Showing posts with label mental health. Show all posts
Showing posts with label mental health. Show all posts

Sunday, June 29, 2014

Week 17 - Andrew - Mental Health

LEGO Grand Emporium Review : LEGO 10211

(Review date - April 2012)





This set comes complete with 2182 pieces and 7 mini figures. In 2012, it was available for purchase either online from lego.com, or in store direct from Lego shops. The set is part of the ‘modular’ series. It’s a spectacularly detailed three story department store.


The set is perfect for building sitting slack-jawed and catatonic in your living room. This will allow you to revisit all of the choices in your life, as you click the pieces together. Take a moment, as you put together the detailed facade, to remember how perfect Lego is. Lego taught you to think. Try to piece together your identity as you assemble the grand chandelier that hangs over the central atrium.


This reviewer recommends purchasing this set with friends, friends you haven’t seen in a year. Travel, if you can, to the Lego store in Westfield Valley Fair in Santa Clara. This is only a 25 minute drive from Menlo Park. To take full advantage of the journey, remain monosyllabic. Ignore the opportunity to be in a part of the world you have never seen - ordinarily something that fills you with joy - and remain preoccupied, caught in an internal feedback loop.


The intricate design of the Emporium includes a revolving door, opening onto a ground floor clothing section. You have the power to select pieces, and assemble them in order. This is a satisfying level of control, the kind of control you cannot exert over your life.


The seven figurines include a window washer, store clerks and even an ice-cream vendor! All of these figurines have found a place in this world. You have not. What are you doing. You love your wife. Why are you like this? You got off a flight from San Francisco this morning. You didn’t bring her a present, but you bought yourself this giant lego set? Really? And now you can’t even speak to her? The window cleaner cheerfully wipes down the top floor glass panes, safe on his platform. He is comfortable with the choices he has made in his life.


The exceptional level of detail even extends to the shop fittings - the cash register, mannequins and brick-built escalator transform this set from a childs toy to a detailed model. It is still a childs toy. You are thirty years old in less than a month, sitting on the floor of your apartment, playing Lego. You are failing in ways you cannot understand at a career that you didn’t even choose.

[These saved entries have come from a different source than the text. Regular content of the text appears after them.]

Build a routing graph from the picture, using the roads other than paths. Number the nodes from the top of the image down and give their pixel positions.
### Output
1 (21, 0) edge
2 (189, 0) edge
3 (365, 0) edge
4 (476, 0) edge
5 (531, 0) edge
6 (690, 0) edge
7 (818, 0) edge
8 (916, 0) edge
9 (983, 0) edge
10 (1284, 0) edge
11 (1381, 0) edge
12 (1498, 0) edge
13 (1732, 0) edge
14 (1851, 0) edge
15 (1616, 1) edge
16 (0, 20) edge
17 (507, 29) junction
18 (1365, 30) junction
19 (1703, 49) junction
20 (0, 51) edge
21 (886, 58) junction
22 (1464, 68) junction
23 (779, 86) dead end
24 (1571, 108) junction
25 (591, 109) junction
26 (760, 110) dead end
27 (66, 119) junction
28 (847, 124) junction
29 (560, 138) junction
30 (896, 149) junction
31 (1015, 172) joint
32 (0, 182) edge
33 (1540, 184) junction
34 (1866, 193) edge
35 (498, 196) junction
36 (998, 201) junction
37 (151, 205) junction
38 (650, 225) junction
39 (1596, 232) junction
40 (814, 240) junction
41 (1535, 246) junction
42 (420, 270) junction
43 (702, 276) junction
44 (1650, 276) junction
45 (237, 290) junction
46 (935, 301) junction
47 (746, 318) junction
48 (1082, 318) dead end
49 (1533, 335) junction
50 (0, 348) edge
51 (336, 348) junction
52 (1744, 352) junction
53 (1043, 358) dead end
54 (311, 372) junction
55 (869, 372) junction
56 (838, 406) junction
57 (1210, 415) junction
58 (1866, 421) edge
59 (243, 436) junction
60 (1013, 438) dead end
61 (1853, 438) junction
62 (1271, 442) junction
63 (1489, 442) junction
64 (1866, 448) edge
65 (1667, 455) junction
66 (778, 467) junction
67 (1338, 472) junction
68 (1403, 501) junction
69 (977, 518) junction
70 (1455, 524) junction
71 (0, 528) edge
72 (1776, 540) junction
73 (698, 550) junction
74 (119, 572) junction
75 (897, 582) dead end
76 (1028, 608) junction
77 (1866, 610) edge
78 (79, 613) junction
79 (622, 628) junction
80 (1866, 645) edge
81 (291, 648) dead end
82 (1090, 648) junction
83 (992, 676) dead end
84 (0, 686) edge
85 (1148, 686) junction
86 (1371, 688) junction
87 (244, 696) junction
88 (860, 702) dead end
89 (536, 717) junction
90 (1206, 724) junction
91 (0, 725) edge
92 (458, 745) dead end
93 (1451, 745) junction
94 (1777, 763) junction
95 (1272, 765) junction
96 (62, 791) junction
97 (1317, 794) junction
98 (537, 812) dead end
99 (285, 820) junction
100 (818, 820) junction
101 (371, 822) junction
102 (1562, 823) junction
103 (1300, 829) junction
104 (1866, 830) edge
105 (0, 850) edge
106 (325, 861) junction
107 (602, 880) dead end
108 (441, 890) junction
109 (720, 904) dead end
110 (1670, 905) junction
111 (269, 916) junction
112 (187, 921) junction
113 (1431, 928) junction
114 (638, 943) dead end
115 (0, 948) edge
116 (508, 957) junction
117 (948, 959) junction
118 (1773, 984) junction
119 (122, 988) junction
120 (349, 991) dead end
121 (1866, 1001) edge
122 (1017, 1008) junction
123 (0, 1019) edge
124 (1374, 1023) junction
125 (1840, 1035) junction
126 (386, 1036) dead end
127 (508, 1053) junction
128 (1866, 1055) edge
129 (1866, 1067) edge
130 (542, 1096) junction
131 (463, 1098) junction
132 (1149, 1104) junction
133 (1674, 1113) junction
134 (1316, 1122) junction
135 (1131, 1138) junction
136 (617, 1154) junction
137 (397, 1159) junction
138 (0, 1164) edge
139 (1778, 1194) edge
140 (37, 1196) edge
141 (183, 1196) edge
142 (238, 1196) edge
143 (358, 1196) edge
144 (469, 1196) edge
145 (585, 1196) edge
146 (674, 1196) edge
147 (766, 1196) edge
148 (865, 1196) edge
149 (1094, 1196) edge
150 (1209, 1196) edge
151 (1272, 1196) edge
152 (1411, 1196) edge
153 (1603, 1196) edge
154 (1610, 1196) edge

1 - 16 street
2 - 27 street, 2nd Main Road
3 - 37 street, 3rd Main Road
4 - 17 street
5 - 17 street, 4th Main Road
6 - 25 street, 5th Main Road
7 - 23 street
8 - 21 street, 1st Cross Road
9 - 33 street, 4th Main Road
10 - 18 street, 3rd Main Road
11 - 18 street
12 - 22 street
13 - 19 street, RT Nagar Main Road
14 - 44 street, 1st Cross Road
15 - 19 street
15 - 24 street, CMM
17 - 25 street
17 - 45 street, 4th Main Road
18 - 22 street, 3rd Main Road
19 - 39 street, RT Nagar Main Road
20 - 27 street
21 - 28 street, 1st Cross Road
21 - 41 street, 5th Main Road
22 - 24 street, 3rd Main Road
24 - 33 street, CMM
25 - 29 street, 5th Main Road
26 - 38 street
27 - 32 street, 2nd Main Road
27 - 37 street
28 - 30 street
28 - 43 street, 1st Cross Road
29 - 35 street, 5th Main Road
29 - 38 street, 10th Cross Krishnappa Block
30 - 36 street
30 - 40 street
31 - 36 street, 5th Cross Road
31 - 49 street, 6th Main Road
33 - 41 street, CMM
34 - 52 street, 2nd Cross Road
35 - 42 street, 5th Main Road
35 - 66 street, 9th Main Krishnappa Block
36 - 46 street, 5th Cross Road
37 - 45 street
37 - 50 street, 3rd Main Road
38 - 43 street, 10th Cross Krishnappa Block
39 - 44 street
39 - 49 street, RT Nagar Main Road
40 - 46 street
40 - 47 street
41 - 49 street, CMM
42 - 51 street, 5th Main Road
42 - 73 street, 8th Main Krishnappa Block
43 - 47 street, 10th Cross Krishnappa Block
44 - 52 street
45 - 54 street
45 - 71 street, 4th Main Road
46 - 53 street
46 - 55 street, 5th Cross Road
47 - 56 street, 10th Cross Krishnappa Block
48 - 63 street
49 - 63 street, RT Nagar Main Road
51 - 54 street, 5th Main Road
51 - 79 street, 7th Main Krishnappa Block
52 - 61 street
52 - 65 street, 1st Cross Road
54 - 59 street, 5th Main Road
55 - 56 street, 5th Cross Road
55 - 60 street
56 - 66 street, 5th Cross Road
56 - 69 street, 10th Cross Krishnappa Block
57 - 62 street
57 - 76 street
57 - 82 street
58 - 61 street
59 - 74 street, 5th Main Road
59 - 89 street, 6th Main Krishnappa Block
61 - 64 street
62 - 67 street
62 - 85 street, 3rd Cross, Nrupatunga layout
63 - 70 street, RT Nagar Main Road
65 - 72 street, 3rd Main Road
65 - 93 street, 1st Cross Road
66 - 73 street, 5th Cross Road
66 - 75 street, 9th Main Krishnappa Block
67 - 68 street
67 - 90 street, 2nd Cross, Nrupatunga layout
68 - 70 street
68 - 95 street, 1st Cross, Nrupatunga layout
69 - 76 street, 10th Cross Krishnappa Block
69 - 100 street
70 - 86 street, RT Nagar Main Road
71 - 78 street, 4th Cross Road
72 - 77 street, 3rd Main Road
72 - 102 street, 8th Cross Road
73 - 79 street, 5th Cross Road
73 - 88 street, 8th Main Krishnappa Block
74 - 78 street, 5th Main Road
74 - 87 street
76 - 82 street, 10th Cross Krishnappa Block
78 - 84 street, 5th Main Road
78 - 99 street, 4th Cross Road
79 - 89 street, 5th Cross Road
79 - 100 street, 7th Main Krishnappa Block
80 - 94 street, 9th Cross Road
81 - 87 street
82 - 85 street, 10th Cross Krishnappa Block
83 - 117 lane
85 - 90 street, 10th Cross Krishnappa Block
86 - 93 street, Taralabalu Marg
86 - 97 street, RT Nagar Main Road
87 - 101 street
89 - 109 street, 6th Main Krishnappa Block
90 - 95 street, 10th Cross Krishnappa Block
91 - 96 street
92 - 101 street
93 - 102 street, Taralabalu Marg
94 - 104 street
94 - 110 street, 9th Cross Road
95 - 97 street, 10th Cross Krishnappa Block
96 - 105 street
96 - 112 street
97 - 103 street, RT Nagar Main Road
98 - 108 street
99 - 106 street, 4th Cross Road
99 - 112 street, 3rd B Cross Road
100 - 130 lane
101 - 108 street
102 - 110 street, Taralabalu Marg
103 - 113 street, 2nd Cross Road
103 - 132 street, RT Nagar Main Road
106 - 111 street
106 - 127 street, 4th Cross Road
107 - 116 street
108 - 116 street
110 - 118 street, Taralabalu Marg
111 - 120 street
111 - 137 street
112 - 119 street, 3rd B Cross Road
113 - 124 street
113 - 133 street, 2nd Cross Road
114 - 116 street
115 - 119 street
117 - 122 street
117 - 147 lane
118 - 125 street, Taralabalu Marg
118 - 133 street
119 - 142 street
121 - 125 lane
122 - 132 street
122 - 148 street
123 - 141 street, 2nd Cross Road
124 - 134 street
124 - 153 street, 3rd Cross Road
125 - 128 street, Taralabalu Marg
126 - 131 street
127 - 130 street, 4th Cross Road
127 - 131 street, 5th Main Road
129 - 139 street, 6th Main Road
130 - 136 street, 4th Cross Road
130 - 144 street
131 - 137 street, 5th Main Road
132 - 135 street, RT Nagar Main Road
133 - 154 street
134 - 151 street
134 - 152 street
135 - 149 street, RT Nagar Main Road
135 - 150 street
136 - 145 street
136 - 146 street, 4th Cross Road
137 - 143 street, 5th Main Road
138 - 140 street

Once you complete the Grand Emporium, you can collect the other Modular Buildings sets, and assemble them into a street. Alternatively, the set is attractive on its own. As yet another choice, you can take this as the moment that you decide that this is not a way to live. You can decide that nothing is worth this, and start to make changes in your life.

OVERALL SCORE: 8/10
Pros: Great set, very involving, lovely detail, long build time, forces contemplation of long-term anxiety.
Cons: Lots of repetitive structural work, wearing the same clothes for three days, jetlag, silence.

Week 17 - Laura - Mental health

It’s easier to be depressed on a Monday than a Friday.

I don’t feel quite as alone in my unshiny world on Mondays.

Scratch the surface and there’s no comparing us, but the frowns and moans Monday mornings motivate in most people I come across make me feel a little less alone, a little more normal.

I know it’s selfish, but seeing other people going around in the doldrums on Monday, with the weight of the working week to come on their shoulders, in some way makes my load a little easier to carry.

I can pretend we’re all in the same boat.

I know we’re not though.

The good days are the worst. The conventional good days, that is. The ones we've been socially conditioned to think are happy ones. Like the first day of holidays. Like summertime. Like Christmas Day. Like birthdays. Like Fridays.

I hate Fridays.

If Mondays allow me to fool myself I'm just like everyone else, Fridays show me that’s a lie.

I want to join in the collective good mood, I really do. I get the smiles. The working week is over. The weekend is just hours away. Friday for most people is the gateway to about 64 hours of freedom, and the chance for all kinds of fun.

I get the Friday feeling in theory.

I just don’t get it in reality.

It doesn't work out that way for me.

I'm not even sure Friday is covered by a sheen that’s any less grey than Monday to be honest. And even if I believe for a minute that it is, the Friday feeling doesn't stand a chance against the knowledge that any let-up is fleeting, and bad times are just around the corner.

And so Fridays are when I feel most alone, and when the tsunami of bad feelings are most likely to swallow me up.